Collected data -
***

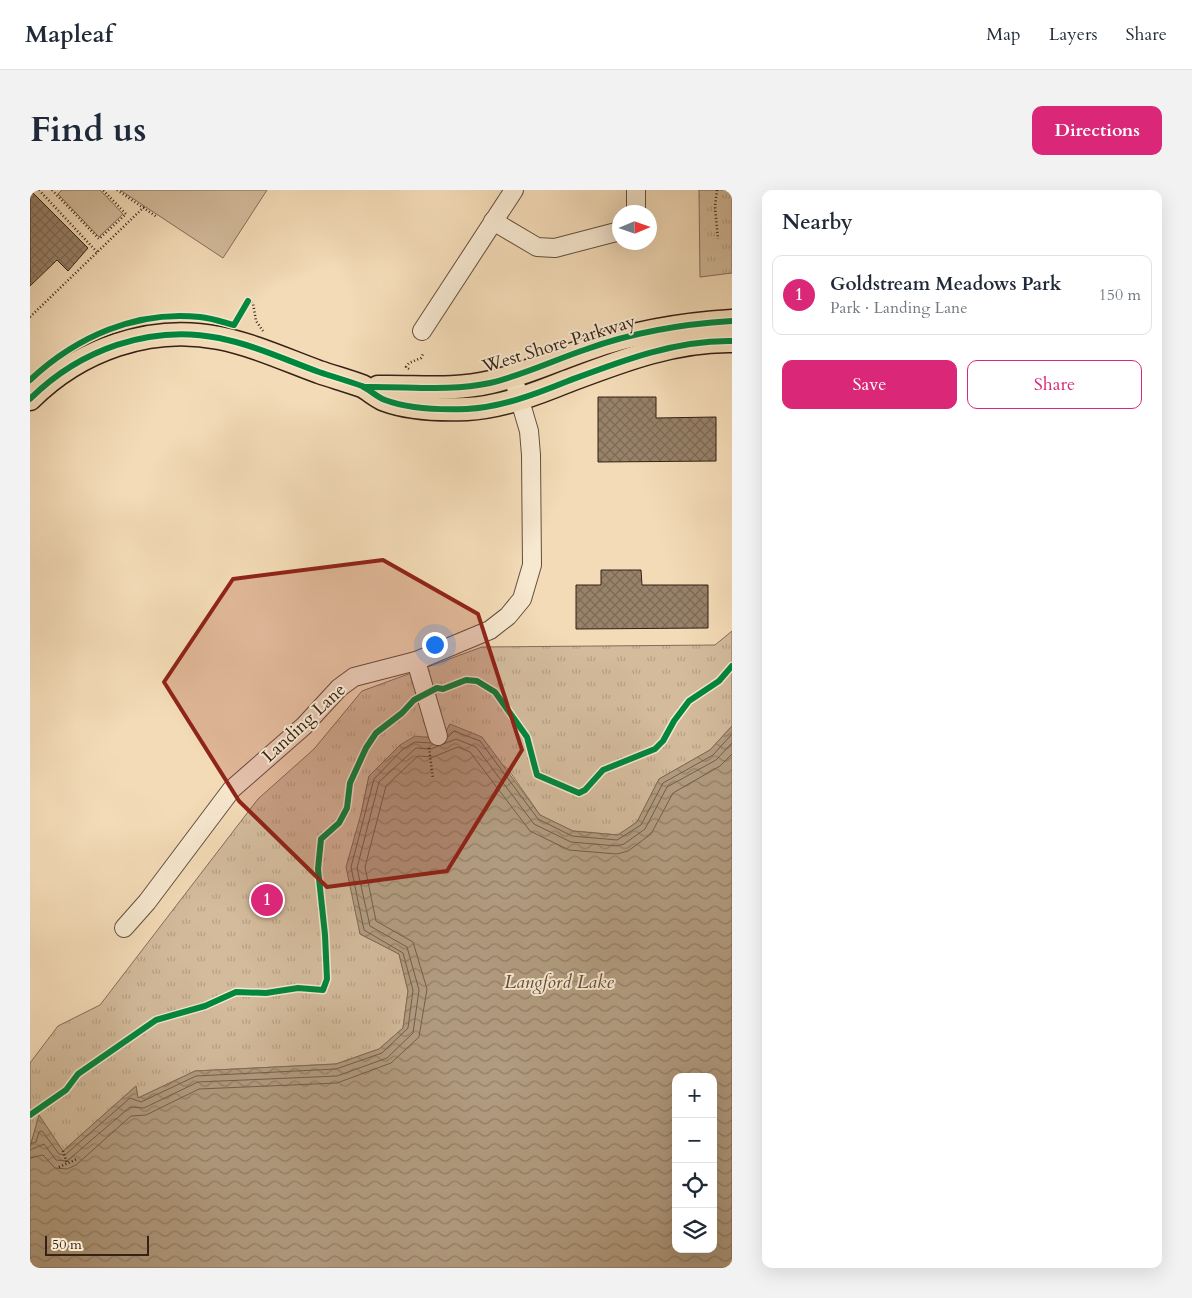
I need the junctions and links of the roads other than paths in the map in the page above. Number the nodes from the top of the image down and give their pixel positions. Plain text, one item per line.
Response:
1 (514, 190) edge
2 (636, 190) edge
3 (636, 205) edge
4 (493, 221) junction
5 (612, 233) edge
6 (732, 321) edge
7 (422, 331) dead end
8 (732, 341) edge
9 (514, 376) junction
10 (364, 387) junction
11 (520, 398) junction
12 (30, 399) edge
13 (416, 661) junction
14 (433, 741) road end
15 (124, 928) dead end

1 - 4 street
2 - 3 street
4 - 5 street
4 - 7 street
6 - 9 main road, West Shore Parkway
8 - 11 main road, West Shore Parkway
9 - 10 main road, West Shore Parkway
9 - 11 street, Landing Lane
10 - 11 main road, West Shore Parkway
10 - 12 main road, West Shore Parkway
11 - 13 street, Landing Lane
13 - 14 street
13 - 15 street, Landing Lane

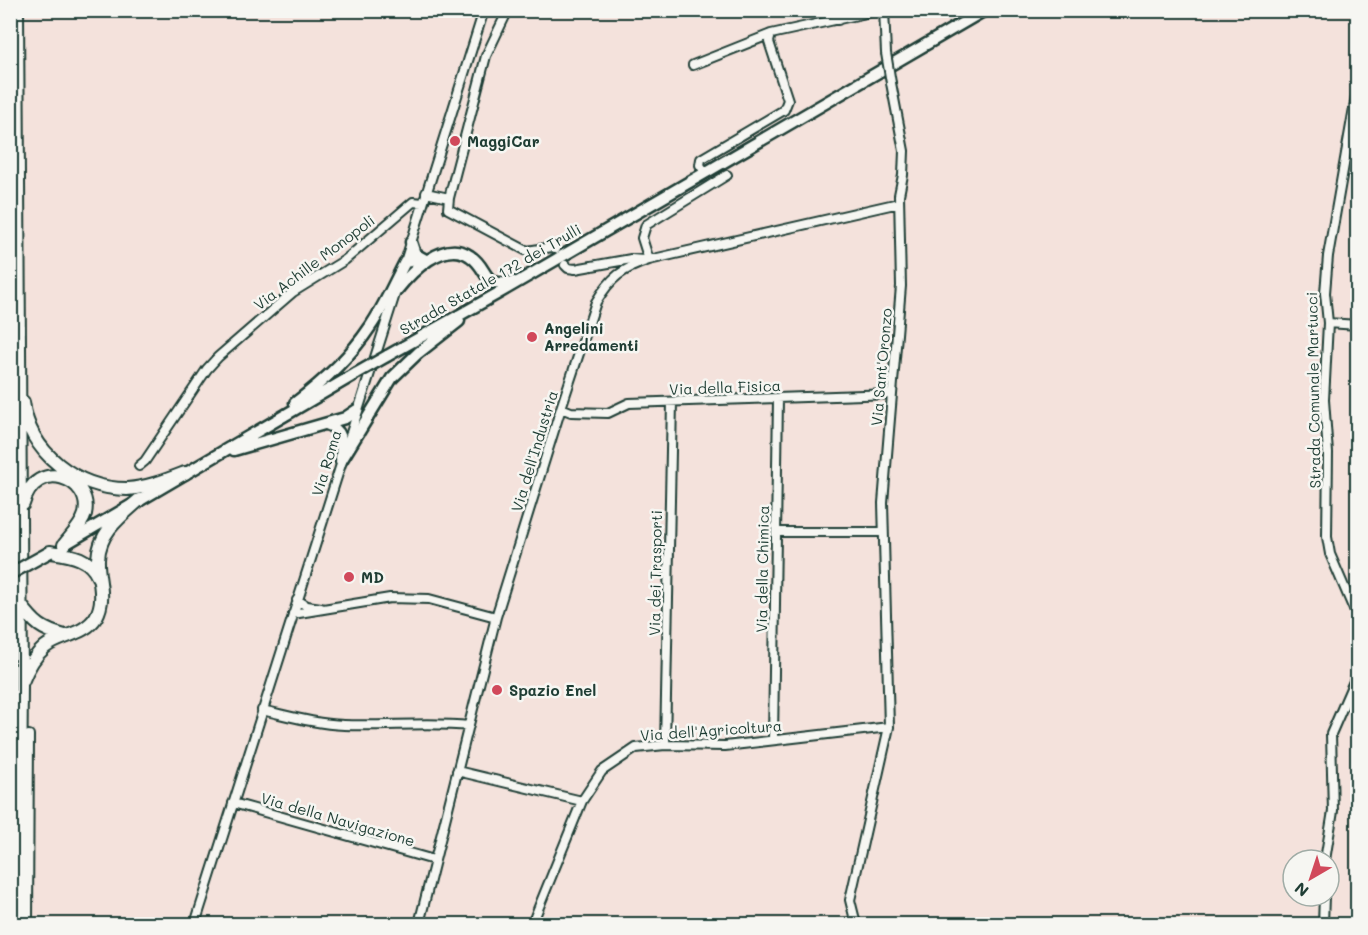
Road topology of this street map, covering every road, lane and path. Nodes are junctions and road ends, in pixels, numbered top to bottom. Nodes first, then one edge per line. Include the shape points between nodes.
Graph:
1 (17, 10) edge
2 (484, 10) edge
3 (508, 10) edge
4 (838, 10) edge
5 (882, 10) edge
6 (986, 10) edge
7 (838, 20) junction
8 (771, 34) junction
9 (693, 65) dead end
10 (1358, 85) edge
11 (10, 142) edge
12 (705, 172) junction
13 (727, 175) dead end
14 (426, 194) junction
15 (449, 198) junction
16 (423, 203) junction
17 (899, 203) junction
18 (411, 242) junction
19 (556, 249) dead end
20 (426, 259) junction
21 (649, 260) junction
22 (405, 262) junction
23 (612, 263) junction
24 (565, 265) dead end
25 (616, 275) junction
26 (486, 276) junction
27 (520, 280) junction
28 (396, 291) junction
29 (496, 294) junction
30 (462, 314) junction
31 (1328, 323) junction
32 (1358, 325) edge
33 (19, 360) junction
34 (892, 394) junction
35 (778, 399) junction
36 (672, 402) junction
37 (561, 408) junction
38 (357, 410) junction
39 (326, 424) junction
40 (251, 435) junction
41 (211, 458) junction
42 (341, 461) junction
43 (139, 466) dead end
44 (185, 473) junction
45 (139, 500) junction
46 (19, 517) junction
47 (776, 532) junction
48 (883, 532) junction
49 (64, 545) junction
50 (50, 552) junction
51 (10, 574) edge
52 (101, 584) junction
53 (297, 600) junction
54 (20, 604) junction
55 (322, 608) junction
56 (293, 614) junction
57 (496, 617) junction
58 (1358, 619) edge
59 (65, 636) junction
60 (15, 670) junction
61 (1358, 672) edge
62 (21, 685) junction
63 (262, 710) junction
64 (469, 726) junction
65 (889, 727) junction
66 (29, 735) dead end
67 (773, 740) junction
68 (665, 745) junction
69 (10, 747) edge
70 (457, 771) junction
71 (582, 801) junction
72 (233, 803) junction
73 (1327, 848) edge
74 (434, 860) junction
75 (1324, 908) edge
76 (12, 924) edge
77 (19, 924) edge
78 (28, 924) edge
79 (195, 924) edge
80 (419, 924) edge
81 (532, 924) edge
82 (856, 924) edge
83 (1323, 924) edge

1 - 33 highway
2 - 14 street, Via Roma
3 - 15 street via 486,56
4 - 7 street
5 - 7 street
5 - 17 street, Via Sant'Oronzo, bridge via 904,151
6 - 12 main road, Strada Statale 172 dei Trulli
7 - 8 street
8 - 9 street
8 - 12 street via 769,42 787,105 701,159
10 - 31 street, Strada Comunale Martucci via 1328,256
11 - 60 highway
12 - 27 main road, Strada Statale 172 dei Trulli
13 - 21 street via 646,225 642,238
14 - 15 street
14 - 16 street, Via Roma
15 - 19 street via 448,209 527,251
16 - 18 street, Via Roma
16 - 43 street, Via Achille Monopoli via 413,202 345,260 293,292 218,357
17 - 21 street, Via dell'Industria
17 - 34 street, Via Sant'Oronzo via 901,286
18 - 20 main road via 415,254
18 - 22 street, Via Roma
20 - 22 main road
20 - 26 main road via 461,252 471,256
20 - 28 main road
21 - 23 street
21 - 25 street, Via dell'Industria
22 - 28 street, Via Roma
22 - 40 main road via 372,326 355,348 300,399
23 - 24 street via 575,269
23 - 25 street
25 - 37 street, Via dell'Industria via 596,302
26 - 27 main road via 502,284
26 - 30 main road via 482,296
27 - 29 main road, Strada Statale 172 dei Trulli
28 - 38 street, Via Roma
29 - 30 main road, Strada Statale 172 dei Trulli
29 - 42 main road via 418,353 392,378
30 - 40 main road, Strada Statale 172 dei Trulli, bridge
31 - 32 street
31 - 58 street, Strada Comunale Martucci via 1324,400 1327,537 1330,554
33 - 44 highway via 24,407 31,430 57,464 74,476 93,484 129,489
33 - 46 highway
34 - 35 street, Via della Fisica
34 - 48 street, Via Sant'Oronzo
35 - 36 street, Via della Fisica
35 - 47 street, Via della Chimica
36 - 37 street, Via della Fisica via 629,403 608,413
36 - 68 street, Via dei Trasporti
37 - 57 street, Via dell'Industria
38 - 39 main road
38 - 42 street, Via Roma
39 - 41 main road
39 - 42 main road via 334,426 342,438
40 - 41 main road, Strada Statale 172 dei Trulli
41 - 44 main road, Strada Statale 172 dei Trulli
42 - 53 street, Via Roma
44 - 45 main road, Strada Statale 172 dei Trulli
45 - 49 main road, Strada Statale 172 dei Trulli
45 - 52 highway via 114,521 102,539 98,558
46 - 49 highway via 26,492 34,483 56,476 71,481 81,490 86,503 81,522
46 - 54 highway
47 - 48 street
47 - 67 street, Via della Chimica
48 - 65 street, Via Sant'Oronzo
49 - 50 main road, Strada Statale 172 dei Trulli
50 - 51 main road, Strada Statale 172 dei Trulli, bridge
50 - 52 highway via 87,562
52 - 59 highway via 103,595 94,620
53 - 55 street
53 - 56 street, Via Roma
54 - 59 highway via 47,631
54 - 62 highway
55 - 56 street
55 - 57 street via 390,598 429,599
56 - 63 street, Via Roma
57 - 64 street, Via dell'Industria
59 - 62 highway via 45,647 26,670
60 - 69 highway
60 - 76 highway
61 - 73 street via 1331,734 1333,811
62 - 77 highway
63 - 64 street via 337,725 441,722
63 - 72 street, Via Roma
64 - 70 street, Via dell'Industria
65 - 67 street, Via dell'Agricoltura
65 - 82 street, Via Sant'Oronzo via 850,900
66 - 78 street
67 - 68 street, Via dell'Agricoltura via 724,746
68 - 71 street, Via dell'Agricoltura via 636,748 627,754 602,771
70 - 71 street
70 - 74 street, Via dell'Industria
71 - 81 street, Via dell'Agricoltura
72 - 74 street, Via della Navigazione
72 - 79 street, Via Roma
74 - 80 street, Via dell'Industria
75 - 83 street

***

Exercise aim -
From the first line to the last, retype the entries above exactly, minus the pictures.

Expected answer -
I need the junctions and links of the roads other than paths in the map in the page above. Number the nodes from the top of the image down and give their pixel positions. Plain text, one item per line.
Response:
1 (514, 190) edge
2 (636, 190) edge
3 (636, 205) edge
4 (493, 221) junction
5 (612, 233) edge
6 (732, 321) edge
7 (422, 331) dead end
8 (732, 341) edge
9 (514, 376) junction
10 (364, 387) junction
11 (520, 398) junction
12 (30, 399) edge
13 (416, 661) junction
14 (433, 741) road end
15 (124, 928) dead end

1 - 4 street
2 - 3 street
4 - 5 street
4 - 7 street
6 - 9 main road, West Shore Parkway
8 - 11 main road, West Shore Parkway
9 - 10 main road, West Shore Parkway
9 - 11 street, Landing Lane
10 - 11 main road, West Shore Parkway
10 - 12 main road, West Shore Parkway
11 - 13 street, Landing Lane
13 - 14 street
13 - 15 street, Landing Lane

Road topology of this street map, covering every road, lane and path. Nodes are junctions and road ends, in pixels, numbered top to bottom. Nodes first, then one edge per line. Include the shape points between nodes.
Graph:
1 (17, 10) edge
2 (484, 10) edge
3 (508, 10) edge
4 (838, 10) edge
5 (882, 10) edge
6 (986, 10) edge
7 (838, 20) junction
8 (771, 34) junction
9 (693, 65) dead end
10 (1358, 85) edge
11 (10, 142) edge
12 (705, 172) junction
13 (727, 175) dead end
14 (426, 194) junction
15 (449, 198) junction
16 (423, 203) junction
17 (899, 203) junction
18 (411, 242) junction
19 (556, 249) dead end
20 (426, 259) junction
21 (649, 260) junction
22 (405, 262) junction
23 (612, 263) junction
24 (565, 265) dead end
25 (616, 275) junction
26 (486, 276) junction
27 (520, 280) junction
28 (396, 291) junction
29 (496, 294) junction
30 (462, 314) junction
31 (1328, 323) junction
32 (1358, 325) edge
33 (19, 360) junction
34 (892, 394) junction
35 (778, 399) junction
36 (672, 402) junction
37 (561, 408) junction
38 (357, 410) junction
39 (326, 424) junction
40 (251, 435) junction
41 (211, 458) junction
42 (341, 461) junction
43 (139, 466) dead end
44 (185, 473) junction
45 (139, 500) junction
46 (19, 517) junction
47 (776, 532) junction
48 (883, 532) junction
49 (64, 545) junction
50 (50, 552) junction
51 (10, 574) edge
52 (101, 584) junction
53 (297, 600) junction
54 (20, 604) junction
55 (322, 608) junction
56 (293, 614) junction
57 (496, 617) junction
58 (1358, 619) edge
59 (65, 636) junction
60 (15, 670) junction
61 (1358, 672) edge
62 (21, 685) junction
63 (262, 710) junction
64 (469, 726) junction
65 (889, 727) junction
66 (29, 735) dead end
67 (773, 740) junction
68 (665, 745) junction
69 (10, 747) edge
70 (457, 771) junction
71 (582, 801) junction
72 (233, 803) junction
73 (1327, 848) edge
74 (434, 860) junction
75 (1324, 908) edge
76 (12, 924) edge
77 (19, 924) edge
78 (28, 924) edge
79 (195, 924) edge
80 (419, 924) edge
81 (532, 924) edge
82 (856, 924) edge
83 (1323, 924) edge

1 - 33 highway
2 - 14 street, Via Roma
3 - 15 street via 486,56
4 - 7 street
5 - 7 street
5 - 17 street, Via Sant'Oronzo, bridge via 904,151
6 - 12 main road, Strada Statale 172 dei Trulli
7 - 8 street
8 - 9 street
8 - 12 street via 769,42 787,105 701,159
10 - 31 street, Strada Comunale Martucci via 1328,256
11 - 60 highway
12 - 27 main road, Strada Statale 172 dei Trulli
13 - 21 street via 646,225 642,238
14 - 15 street
14 - 16 street, Via Roma
15 - 19 street via 448,209 527,251
16 - 18 street, Via Roma
16 - 43 street, Via Achille Monopoli via 413,202 345,260 293,292 218,357
17 - 21 street, Via dell'Industria
17 - 34 street, Via Sant'Oronzo via 901,286
18 - 20 main road via 415,254
18 - 22 street, Via Roma
20 - 22 main road
20 - 26 main road via 461,252 471,256
20 - 28 main road
21 - 23 street
21 - 25 street, Via dell'Industria
22 - 28 street, Via Roma
22 - 40 main road via 372,326 355,348 300,399
23 - 24 street via 575,269
23 - 25 street
25 - 37 street, Via dell'Industria via 596,302
26 - 27 main road via 502,284
26 - 30 main road via 482,296
27 - 29 main road, Strada Statale 172 dei Trulli
28 - 38 street, Via Roma
29 - 30 main road, Strada Statale 172 dei Trulli
29 - 42 main road via 418,353 392,378
30 - 40 main road, Strada Statale 172 dei Trulli, bridge
31 - 32 street
31 - 58 street, Strada Comunale Martucci via 1324,400 1327,537 1330,554
33 - 44 highway via 24,407 31,430 57,464 74,476 93,484 129,489
33 - 46 highway
34 - 35 street, Via della Fisica
34 - 48 street, Via Sant'Oronzo
35 - 36 street, Via della Fisica
35 - 47 street, Via della Chimica
36 - 37 street, Via della Fisica via 629,403 608,413
36 - 68 street, Via dei Trasporti
37 - 57 street, Via dell'Industria
38 - 39 main road
38 - 42 street, Via Roma
39 - 41 main road
39 - 42 main road via 334,426 342,438
40 - 41 main road, Strada Statale 172 dei Trulli
41 - 44 main road, Strada Statale 172 dei Trulli
42 - 53 street, Via Roma
44 - 45 main road, Strada Statale 172 dei Trulli
45 - 49 main road, Strada Statale 172 dei Trulli
45 - 52 highway via 114,521 102,539 98,558
46 - 49 highway via 26,492 34,483 56,476 71,481 81,490 86,503 81,522
46 - 54 highway
47 - 48 street
47 - 67 street, Via della Chimica
48 - 65 street, Via Sant'Oronzo
49 - 50 main road, Strada Statale 172 dei Trulli
50 - 51 main road, Strada Statale 172 dei Trulli, bridge
50 - 52 highway via 87,562
52 - 59 highway via 103,595 94,620
53 - 55 street
53 - 56 street, Via Roma
54 - 59 highway via 47,631
54 - 62 highway
55 - 56 street
55 - 57 street via 390,598 429,599
56 - 63 street, Via Roma
57 - 64 street, Via dell'Industria
59 - 62 highway via 45,647 26,670
60 - 69 highway
60 - 76 highway
61 - 73 street via 1331,734 1333,811
62 - 77 highway
63 - 64 street via 337,725 441,722
63 - 72 street, Via Roma
64 - 70 street, Via dell'Industria
65 - 67 street, Via dell'Agricoltura
65 - 82 street, Via Sant'Oronzo via 850,900
66 - 78 street
67 - 68 street, Via dell'Agricoltura via 724,746
68 - 71 street, Via dell'Agricoltura via 636,748 627,754 602,771
70 - 71 street
70 - 74 street, Via dell'Industria
71 - 81 street, Via dell'Agricoltura
72 - 74 street, Via della Navigazione
72 - 79 street, Via Roma
74 - 80 street, Via dell'Industria
75 - 83 street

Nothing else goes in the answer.